Анфиса располнела. Он привык видеть ее в красивых платьях, с шестимесячной завивкой, а сейчас перед ним стояла грузная, немолодая уже женщина в ситцевом в горошек платьице, повязанная темным фартуком.
Михаил шагнул к ней, и Анфиса обхватила его за шею прохладными после стирки руками.
— Вот радость-то будет Пантюше! А Ксеня, Ксеня-то как возрадуется!.. — запричитала Анфиса.
— Как Ксеня-то, как Вовка? — Михаил осторожно высвободился из объятий.
— Все в порядке! Ксеня здорова, Володя тоже…
— Вовка-то вырос, наверное?..
— Вырос, конечно, вырос… Чего ж ему не вырасти… Я в Таганроге, правда, давно не была, но Ксеня в прошлом году приезжала, говорила — вырос, прямо совсем большой стал.
— Ну а как вы тут, как Пантюша?
— Да и мы ничего, слава богу… Инночка-то наша замуж вышла, скоро буду бабкой, вот какие дела… — сообщила Анфиса.
— Инна замужем? Здорово!.. Давно ли Пантелей козюлечкой ее называл?.. Кто ж муж ее?
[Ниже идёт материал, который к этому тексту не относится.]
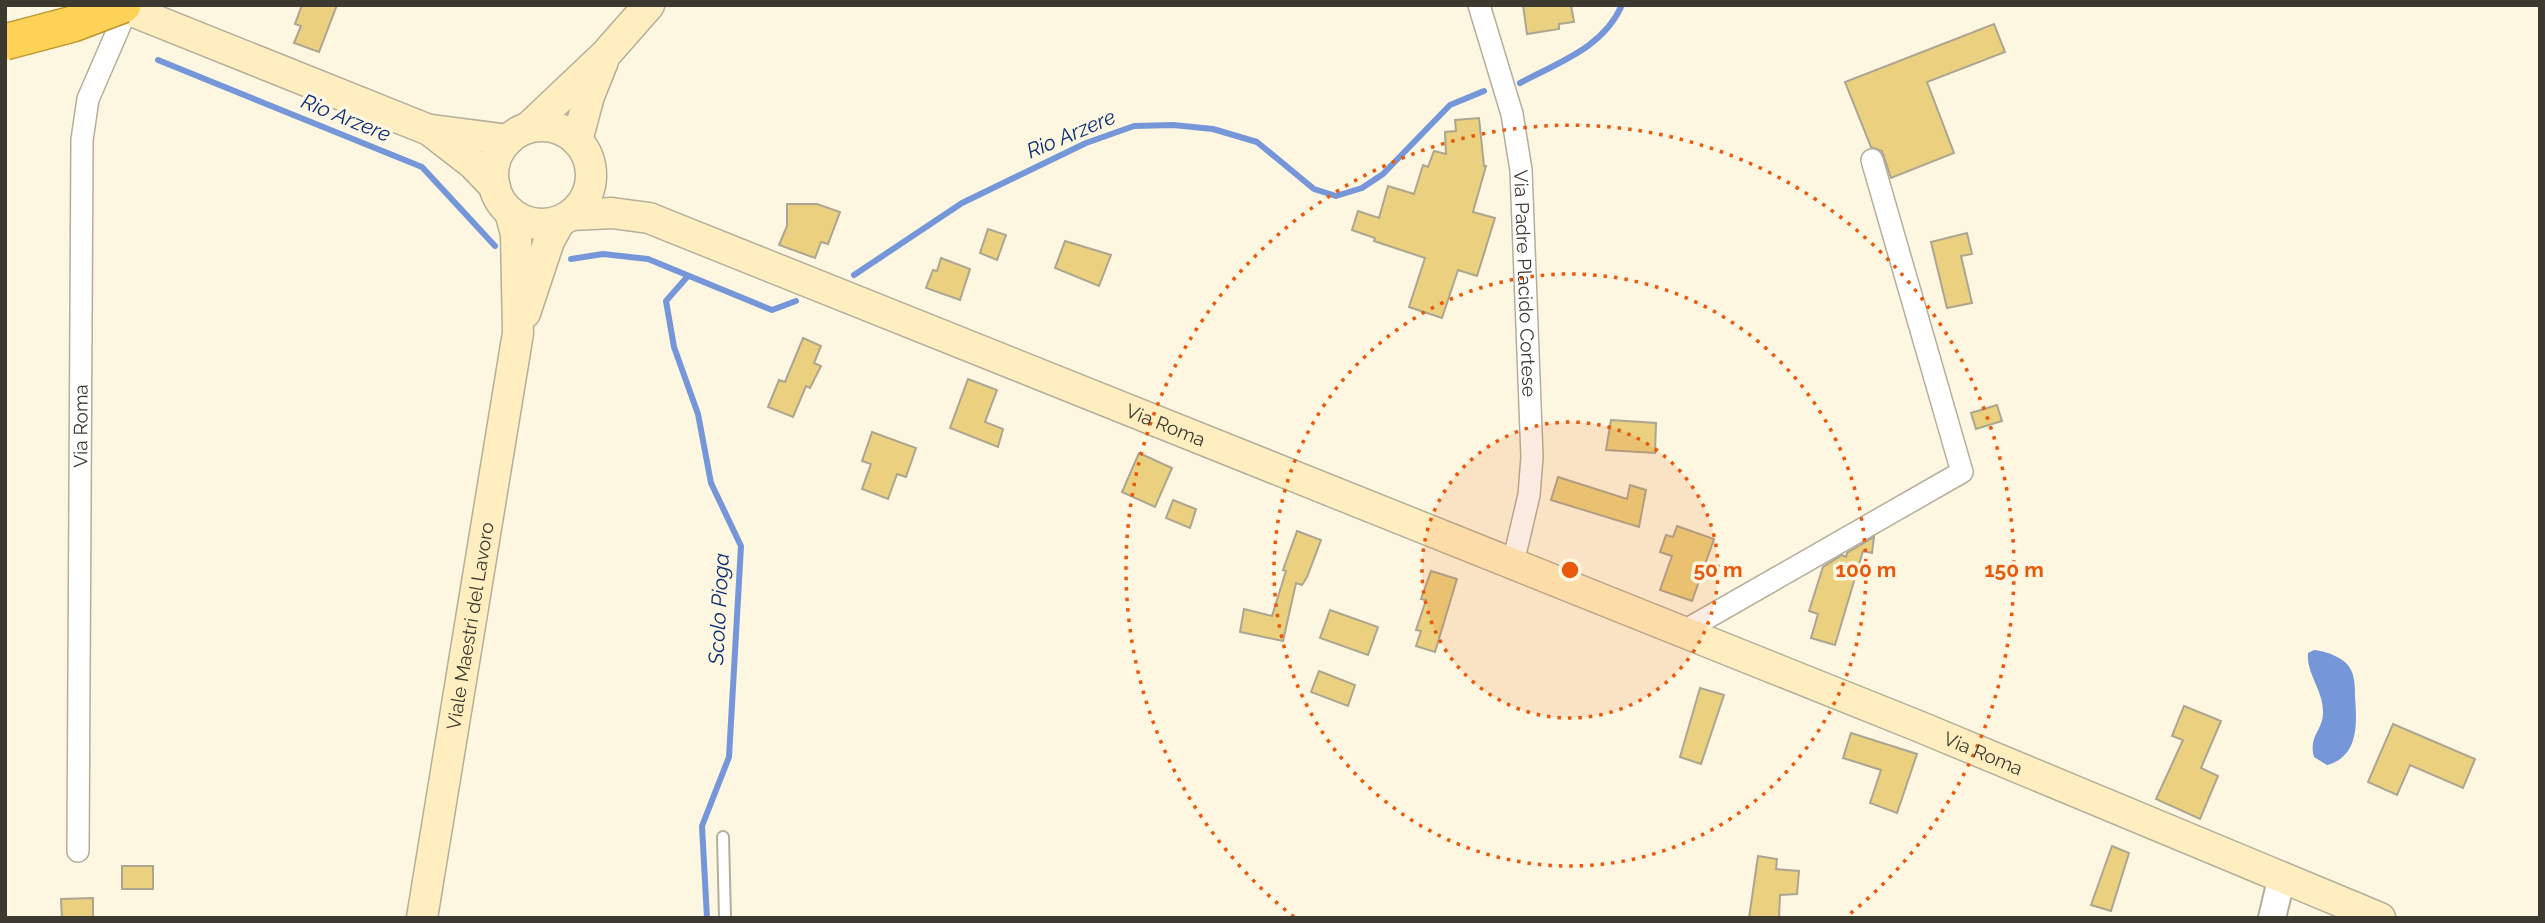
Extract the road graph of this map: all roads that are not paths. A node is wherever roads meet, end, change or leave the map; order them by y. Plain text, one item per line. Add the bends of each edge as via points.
1 (649, 5) edge
2 (1479, 5) edge
3 (122, 7) edge
4 (5, 42) edge
5 (606, 54) junction
6 (429, 130) junction
7 (518, 134) junction
8 (577, 141) junction
9 (1872, 160) dead end
10 (591, 170) junction
11 (502, 199) junction
12 (565, 218) junction
13 (649, 218) junction
14 (517, 333) junction
15 (1513, 563) junction
16 (1684, 631) junction
17 (723, 837) dead end
18 (78, 851) dead end
19 (2282, 876) junction
20 (422, 918) edge
21 (725, 918) edge
22 (2272, 918) edge
23 (2380, 918) edge

1 - 5 main road
2 - 15 street, Via Padre Placido Cortese via 1512,114 1521,170 1532,457 1529,495
3 - 4 highway, bridge
3 - 6 main road
3 - 18 street, Via Roma via 88,99 82,140
5 - 7 main road
5 - 8 main road
6 - 7 main road
6 - 11 main road via 473,164
7 - 8 main road via 555,128
7 - 11 main road via 495,161
8 - 10 main road
9 - 16 street via 1962,472
10 - 12 main road via 583,202
10 - 13 main road, Via Roma
11 - 12 main road via 525,221 542,224
11 - 14 main road, Viale Maestri del Lavoro via 516,234
12 - 13 main road, Via Roma via 612,213
12 - 14 main road, Viale Maestri del Lavoro via 549,241
13 - 15 main road, Via Roma
14 - 20 main road, Viale Maestri del Lavoro
15 - 16 main road, Via Roma
16 - 19 main road, Via Roma
17 - 21 lane
19 - 22 street
19 - 23 main road, Via Roma

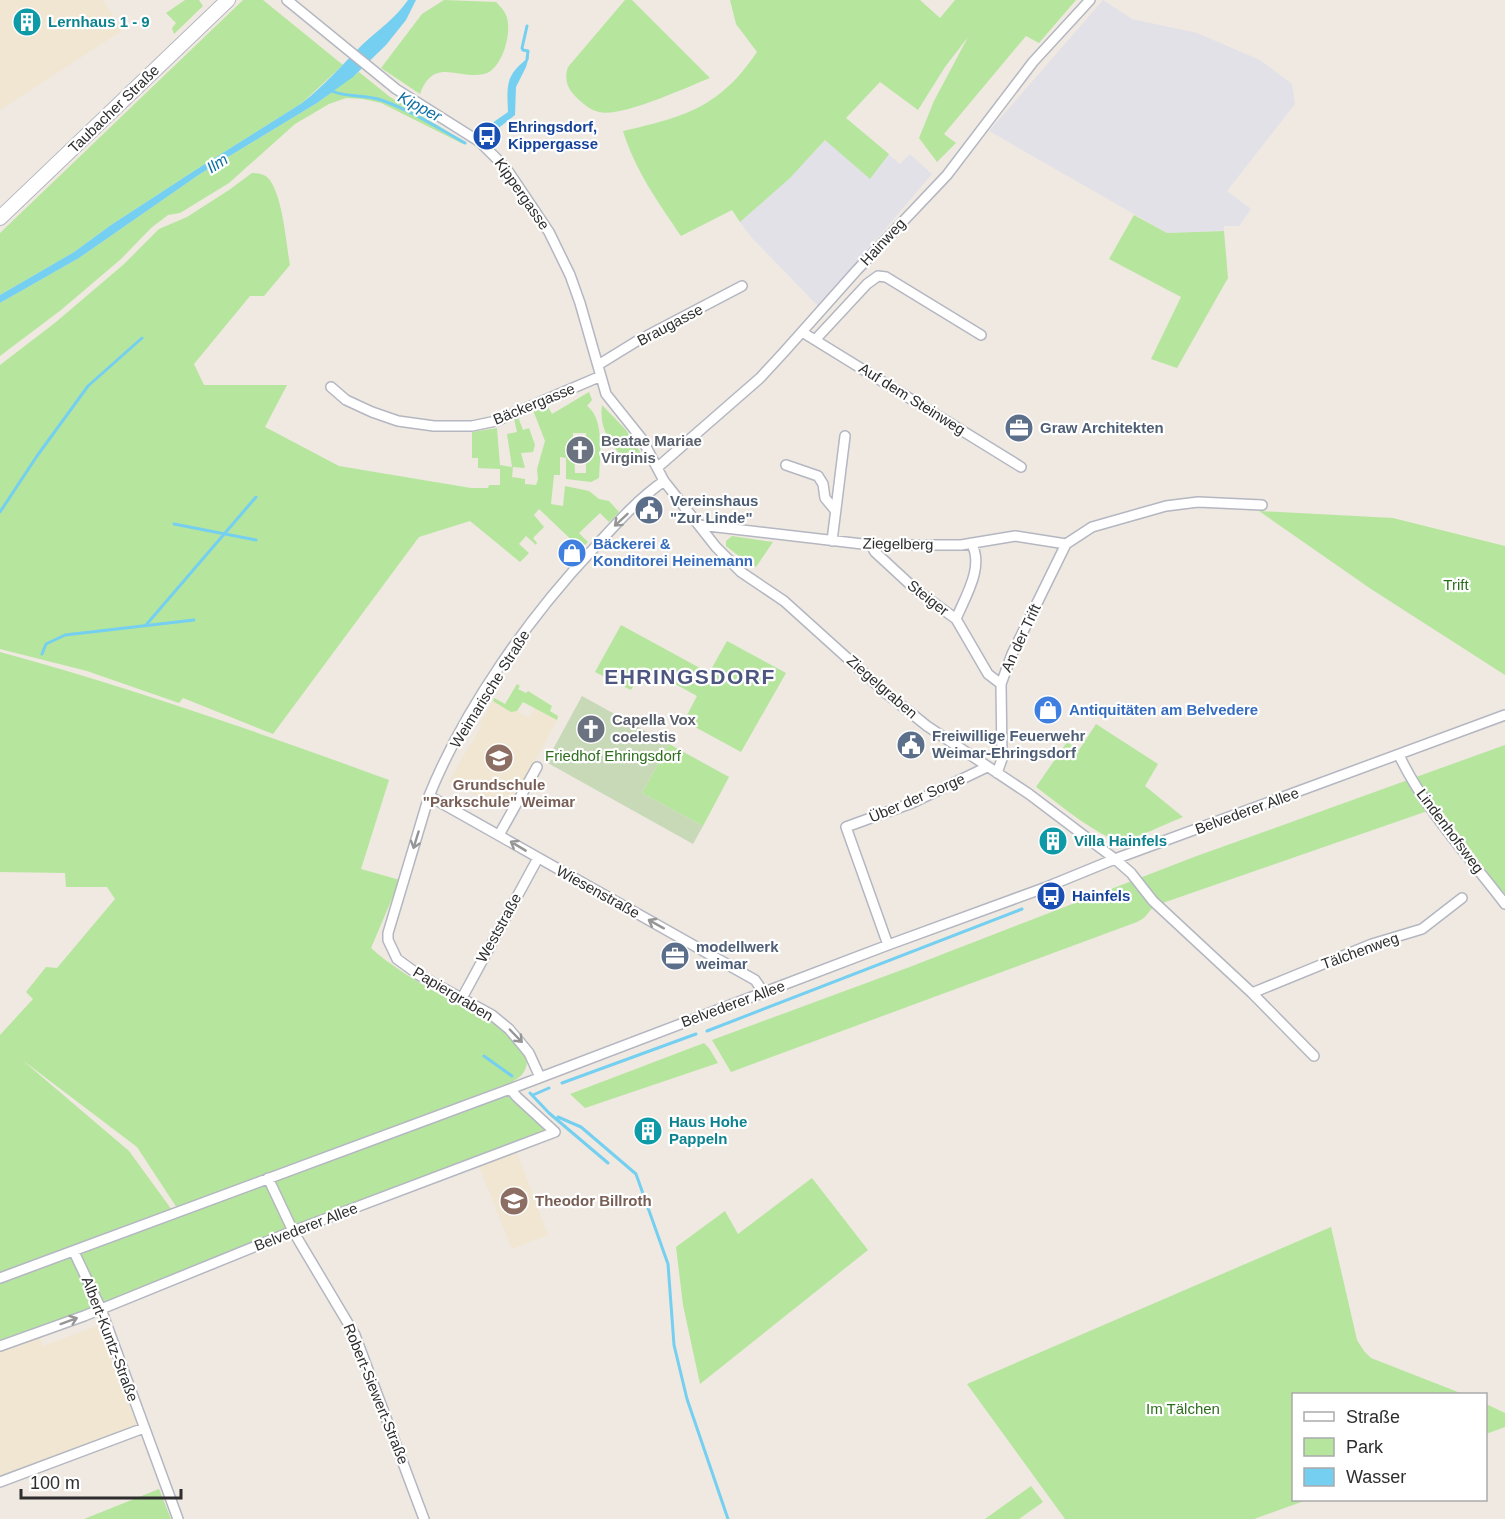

— Тоже, как и она, — филолог. Только Инночка по французской филологии, а он по германской…
— Значит, говоришь, бабушкой скоро будешь, а Пантелей дедом? То-то я смотрю… — Михаил вовремя остановился, но Анфиса догадалась:
— Бабка тебя встречает, да?
— Ну почему же — бабка? — смутился Михаил.
— Я и сама, Миша, знаю, что бабкой стала… Были молоды, любила пофорсить, любила наряды… а теперь чего уж, скоро внук будет… Ну что ж это я стою? — опомнилась Анфиса. — Раздевайся, ты же, наверное, голодный с дороги…
— Я не голодный, Анфиса. Раздеваться не буду, оставлю только свою поклажу. — Михаил снял с плеча потертый вещевой мешок с брезентовой лямкой, осторожно поставил его в угол, с мешка капало. — Надо мне в одно учреждение сходить, я скоро вернусь, — сказал он.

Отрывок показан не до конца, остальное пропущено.